For instance, if an elderly patient with severe systolic dysfunction were to present as septic, CMS would expect the provider to administer a full fluid treatment. On such a patient, though, the prescribed 30ccs per kilogram may be harmful. Bozyk says his institution's physicians are aware that missing elements on the bundle means the hospital doesn't get credit for treatment and could impact the publicly reported measurement.

"The best physicians may take a hit on CMS measures," he says, emphasizing that the health system must back them up. Physicians must be empowered by the health system to overrule EMR protocol alerts and determine if patients are sick for other reasons, such as complications due to COPD or end-stage renal failure, Bozyk says.

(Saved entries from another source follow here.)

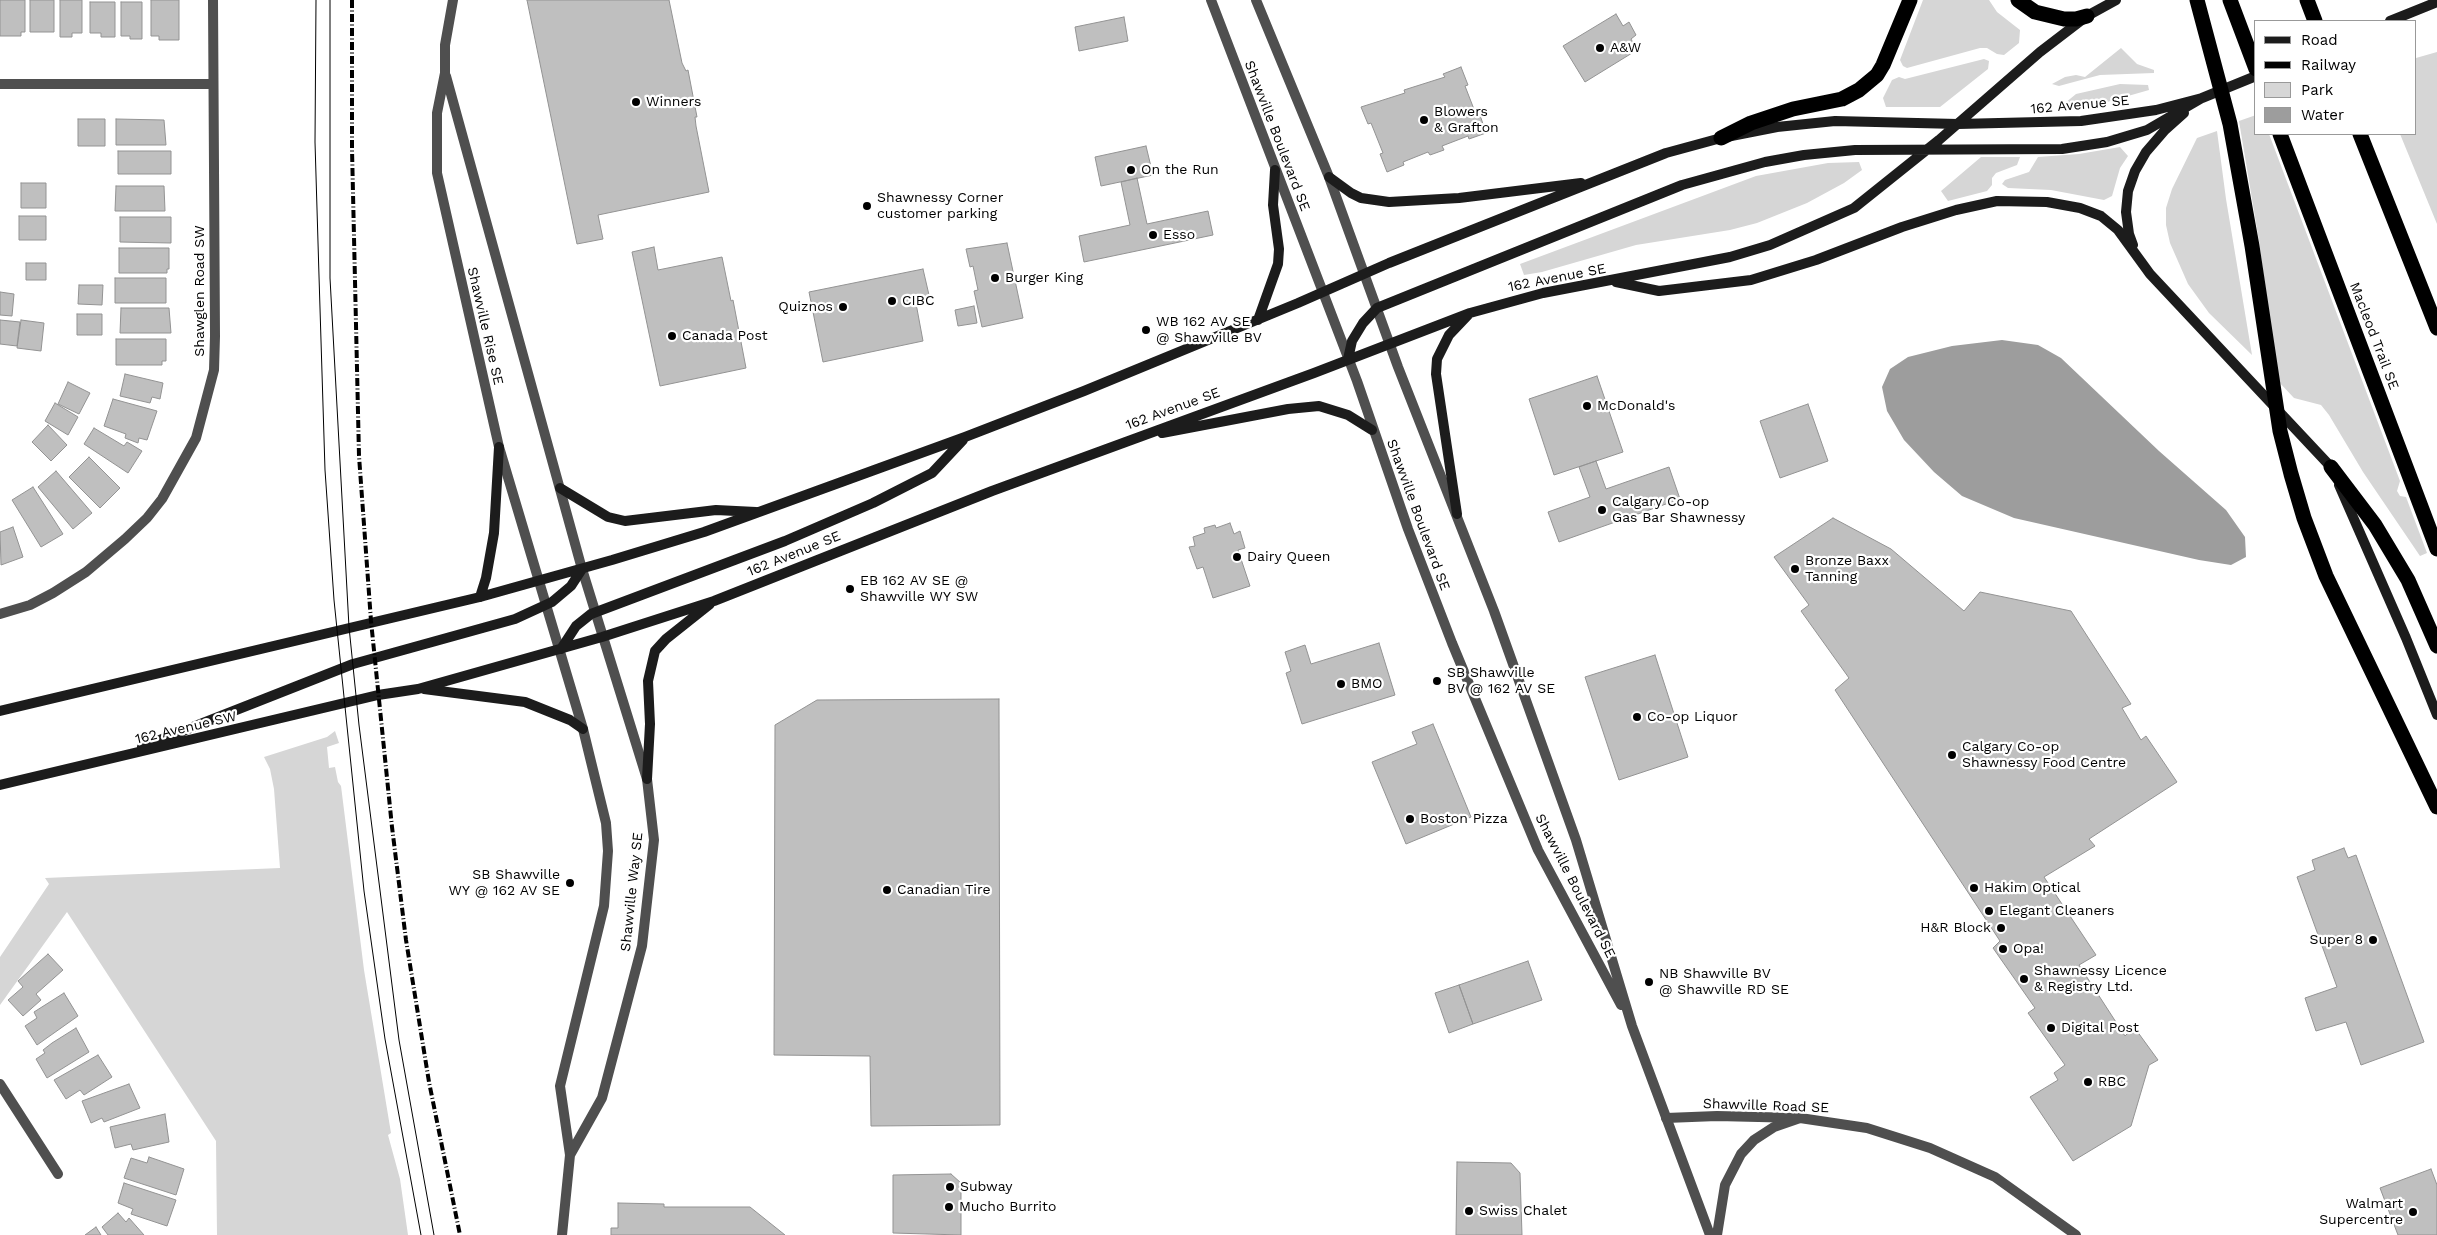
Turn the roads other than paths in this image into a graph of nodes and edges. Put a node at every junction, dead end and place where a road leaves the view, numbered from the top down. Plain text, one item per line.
1 (213, 0) edge
2 (452, 0) edge
3 (1211, 0) edge
4 (1256, 0) edge
5 (1910, 0) edge
6 (2018, 0) edge
7 (2116, 0) edge
8 (2197, 0) edge
9 (2230, 0) edge
10 (2307, 0) edge
11 (2437, 2) edge
12 (2087, 16) junction
13 (2315, 20) edge
14 (2392, 20) edge
15 (2254, 64) edge
16 (445, 73) junction
17 (2254, 77) edge
18 (0, 84) edge
19 (213, 84) junction
20 (2202, 98) junction
21 (1958, 124) junction
22 (2280, 135) edge
23 (2360, 135) edge
24 (1721, 138) junction
25 (1928, 149) junction
26 (1275, 170) junction
27 (1329, 177) junction
28 (1594, 182) junction
29 (2137, 255) junction
30 (1365, 275) junction
31 (1613, 281) junction
32 (1323, 293) junction
33 (1377, 308) junction
34 (1470, 313) junction
35 (1258, 320) junction
36 (2437, 328) edge
37 (1390, 344) junction
38 (1348, 359) junction
39 (1372, 430) junction
40 (965, 437) junction
41 (1129, 439) junction
42 (499, 447) junction
43 (2331, 467) junction
44 (560, 488) junction
45 (762, 512) junction
46 (1457, 514) junction
47 (2437, 549) edge
48 (582, 569) junction
49 (540, 580) junction
50 (480, 596) junction
51 (714, 600) junction
52 (547, 604) junction
53 (595, 613) junction
54 (0, 614) edge
55 (602, 637) junction
56 (2437, 646) edge
57 (561, 650) junction
58 (418, 689) junction
59 (378, 695) joint
60 (0, 711) edge
61 (2437, 715) edge
62 (583, 729) junction
63 (111, 760) junction
64 (647, 779) junction
65 (0, 785) edge
66 (2437, 806) edge
67 (1632, 1026) junction
68 (0, 1084) edge
69 (1666, 1118) junction
70 (1800, 1118) junction
71 (570, 1155) junction
72 (58, 1174) dead end
73 (562, 1235) edge
74 (1710, 1235) edge
75 (1717, 1235) edge
76 (2076, 1235) edge

1 - 19 street, Shawglen Road SW
2 - 16 street, Shawville Rise SE
3 - 26 street, Shawville Boulevard SE
4 - 27 street, Shawville Boulevard SE
5 - 24 highway
6 - 12 highway
7 - 12 main road, 162 Avenue SE
8 - 66 highway
9 - 15 highway
10 - 13 highway
11 - 14 main road
12 - 21 main road, 162 Avenue SE
16 - 42 street, Shawville Rise SE
16 - 44 street, Shawville Rise SE
17 - 20 main road
18 - 19 street
19 - 54 street, Shawglen Road SW
20 - 21 main road, 162 Avenue SE
20 - 25 main road
20 - 29 main road
21 - 24 main road, 162 Avenue SE
21 - 25 main road, 162 Avenue SE
22 - 47 highway, Macleod Trail SE
23 - 36 highway
24 - 28 main road, 162 Avenue SE
25 - 31 main road, 162 Avenue SE
25 - 33 main road
26 - 32 street, Shawville Boulevard SE
26 - 35 main road
27 - 28 main road
27 - 30 street, Shawville Boulevard SE
28 - 30 main road, 162 Avenue SE
29 - 31 main road
29 - 43 main road
30 - 32 main road, 162 Avenue SE
30 - 33 street, Shawville Boulevard SE
31 - 34 main road, 162 Avenue SE
32 - 35 main road, 162 Avenue SE
32 - 38 street, Shawville Boulevard SE
33 - 37 street, Shawville Boulevard SE
33 - 38 main road
34 - 37 main road, 162 Avenue SE
34 - 46 main road
35 - 40 main road, 162 Avenue SE
37 - 38 main road, 162 Avenue SE
37 - 46 street, Shawville Boulevard SE
38 - 39 street, Shawville Boulevard SE
38 - 41 main road, 162 Avenue SE
39 - 41 main road
39 - 67 street, Shawville Boulevard SE
40 - 45 main road, 162 Avenue SE
40 - 53 main road
41 - 51 main road, 162 Avenue SE
42 - 49 street, Shawville Rise SE
42 - 50 main road
43 - 56 highway
43 - 61 main road
44 - 45 main road
44 - 48 street, Shawville Rise SE
45 - 48 main road, 162 Avenue SE
46 - 67 street, Shawville Boulevard SE
48 - 49 main road, 162 Avenue SE
48 - 52 main road
48 - 53 street, Shawville Way SE
49 - 50 main road, 162 Avenue SE
49 - 52 street, Shawville Way SE
50 - 60 main road, 162 Avenue SE
51 - 55 main road, 162 Avenue SE
51 - 64 main road
52 - 57 street, Shawville Way SE
52 - 63 main road
53 - 55 street, Shawville Way SE
53 - 57 main road
55 - 57 main road, 162 Avenue SE
55 - 64 street, Shawville Way SE
57 - 58 main road, 162 Avenue SE
57 - 62 street, Shawville Way SE
58 - 59 main road, 162 Avenue SE
58 - 62 main road
59 - 63 main road, 162 Avenue SW
62 - 71 street, Shawville Way SE
63 - 65 main road, 162 Avenue SW
64 - 71 street, Shawville Way SE
67 - 69 street, Shawville Boulevard SE
68 - 72 street
69 - 70 street, Shawville Road SE
69 - 74 street, Shawville Boulevard SE
70 - 75 street
70 - 76 street, Shawville Road SE
71 - 73 street, Shawville Way SE

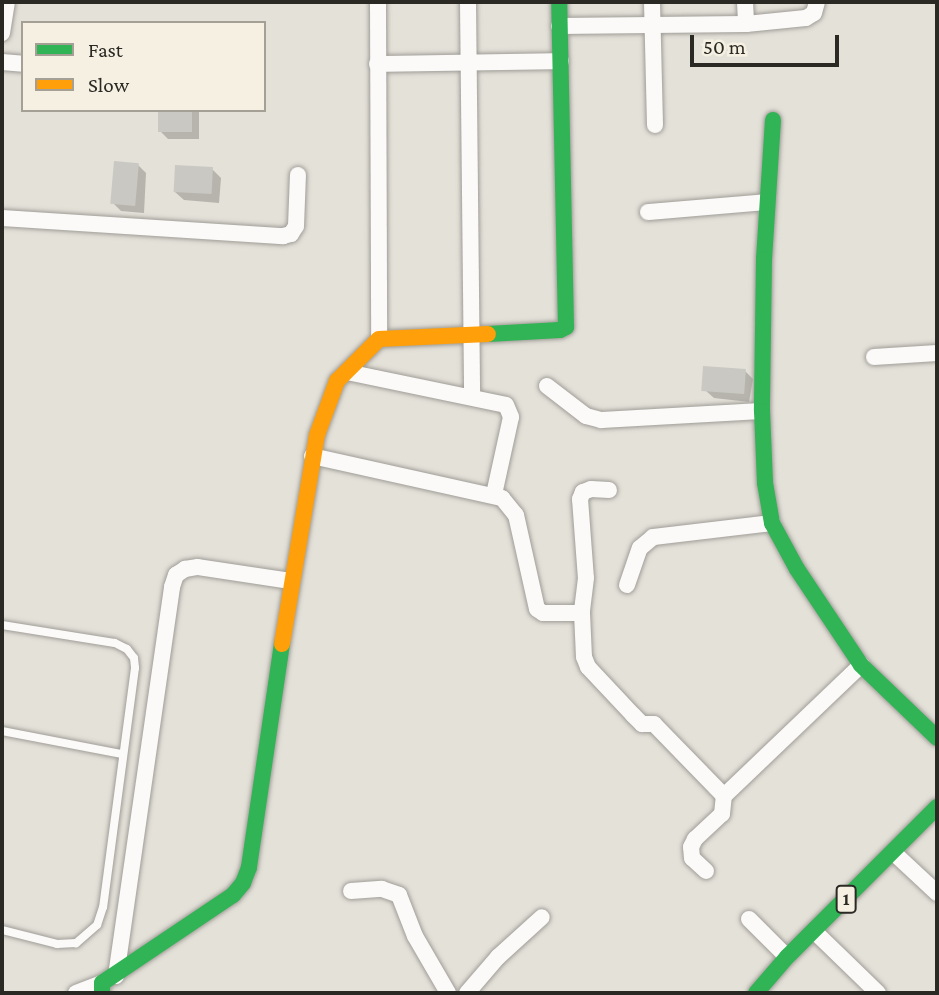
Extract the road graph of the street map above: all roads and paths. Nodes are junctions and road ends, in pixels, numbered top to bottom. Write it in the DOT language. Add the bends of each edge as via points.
graph roads {
  1 [pos="7,2"];
  2 [pos="378,2"];
  3 [pos="468,2"];
  4 [pos="559,2"];
  5 [pos="652,2"];
  6 [pos="745,2"];
  7 [pos="817,2"];
  8 [pos="746,24"];
  9 [pos="559,26"];
  10 [pos="651,26"];
  11 [pos="2,33"];
  12 [pos="561,61"];
  13 [pos="2,62"];
  14 [pos="21,64"];
  15 [pos="377,64"];
  16 [pos="467,65"];
  17 [pos="773,120"];
  18 [pos="655,125"];
  19 [pos="298,175"];
  20 [pos="767,202"];
  21 [pos="648,212"];
  22 [pos="2,218"];
  23 [pos="472,332"];
  24 [pos="379,339"];
  25 [pos="937,353"];
  26 [pos="874,357"];
  27 [pos="347,372"];
  28 [pos="547,386"];
  29 [pos="472,397"];
  30 [pos="761,411"];
  31 [pos="312,456"];
  32 [pos="609,490"];
  33 [pos="494,494"];
  34 [pos="772,523"];
  35 [pos="291,581"];
  36 [pos="627,585"];
  37 [pos="582,613"];
  38 [pos="2,625"];
  39 [pos="861,665"];
  40 [pos="2,732"];
  41 [pos="937,738"];
  42 [pos="121,754"];
  43 [pos="724,796"];
  44 [pos="937,807"];
  45 [pos="893,852"];
  46 [pos="706,871"];
  47 [pos="351,891"];
  48 [pos="937,893"];
  49 [pos="542,917"];
  50 [pos="749,919"];
  51 [pos="2,930"];
  52 [pos="814,931"];
  53 [pos="787,957"];
  54 [pos="107,984"];
  55 [pos="76,993"];
  56 [pos="448,993"];
  57 [pos="467,993"];
  58 [pos="756,993"];
  59 [pos="878,993"];
  1 -- 11 [label="street"];
  2 -- 15 [label="street"];
  3 -- 16 [label="street"];
  4 -- 9 [label="main road"];
  5 -- 10 [label="street"];
  6 -- 8 [label="street"];
  7 -- 8 [label="street" via="814,13 806,18"];
  8 -- 10 [label="street"];
  9 -- 10 [label="street"];
  9 -- 12 [label="main road"];
  10 -- 18 [label="street"];
  12 -- 16 [label="street"];
  12 -- 23 [label="main road" via="566,327"];
  13 -- 14 [label="street"];
  15 -- 16 [label="street"];
  15 -- 24 [label="street"];
  16 -- 23 [label="street"];
  17 -- 20 [label="main road"];
  19 -- 22 [label="street" via="296,226 283,236"];
  20 -- 21 [label="street"];
  20 -- 30 [label="main road"];
  23 -- 24 [label="main road"];
  23 -- 29 [label="street"];
  24 -- 27 [label="main road"];
  25 -- 26 [label="street"];
  27 -- 29 [label="street"];
  27 -- 31 [label="main road" via="328,399"];
  28 -- 30 [label="street" via="586,416 601,420"];
  29 -- 33 [label="street" via="510,410"];
  30 -- 34 [label="main road"];
  31 -- 33 [label="street"];
  31 -- 35 [label="main road"];
  32 -- 37 [label="street" via="591,489 580,499 586,578"];
  33 -- 37 [label="street" via="516,514 537,609"];
  34 -- 36 [label="street" via="653,537 640,548"];
  34 -- 39 [label="main road"];
  35 -- 54 [label="main road" via="243,883 233,895"];
  35 -- 54 [label="street" via="198,567 176,575"];
  37 -- 43 [label="street" via="582,646 589,667 642,724 654,724"];
  38 -- 42 [label="lane" via="102,639 128,649 135,668"];
  39 -- 41 [label="main road"];
  39 -- 43 [label="street"];
  40 -- 42 [label="lane"];
  42 -- 51 [label="lane" via="97,925 76,943 57,944"];
  43 -- 46 [label="street" via="722,814 691,847 692,858"];
  44 -- 45 [label="main road, 1"];
  45 -- 48 [label="street"];
  45 -- 52 [label="main road, 1"];
  47 -- 56 [label="street" via="382,888 398,895"];
  49 -- 57 [label="street"];
  50 -- 53 [label="street"];
  52 -- 53 [label="main road, 1"];
  52 -- 59 [label="street"];
  53 -- 58 [label="main road, 1"];
  54 -- 55 [label="street"];
}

"We can't always assume that SIRS presentation is sepsis," he says. Conversely, it should be clear that just because the core measures have been fulfilled, it doesn't mean the source of infection has been addressed, he says.

Bozyk also is concerned about the ability of health systems to follow the six-hour bundle outside of the critical care units. "Sepsis protocols can be tricky on a medical floor. If you can get fluids, antibiotics, and lactic acid measurements, then you've checked the boxes on the three-hour bundle. But they might not have the resources to handle the six-hour bundle, which requires more intensive care," he says.

At Beaumont, if a noncritical care patient is thought to be septic, nurses can contact a rapid response team to quickly assess patient status and determine if he or she needs to be moved to the medical ICU for close monitoring.

A smaller hospital, he says, might not have layered resources like a rapid response team and, therefore, could wind up with poor scores on reported core measures.

"The resources the bundle requires are significant," he says. Core measures should be based on guidelines without controversy and stick to areas of consensus. "The intention is correct, but the methodology is flawed."

University of Maryland Medical Center's Shah says he has contacted CMS about some of the specifics in the bundle and the organization has agreed to review his concerns, but not until later this year.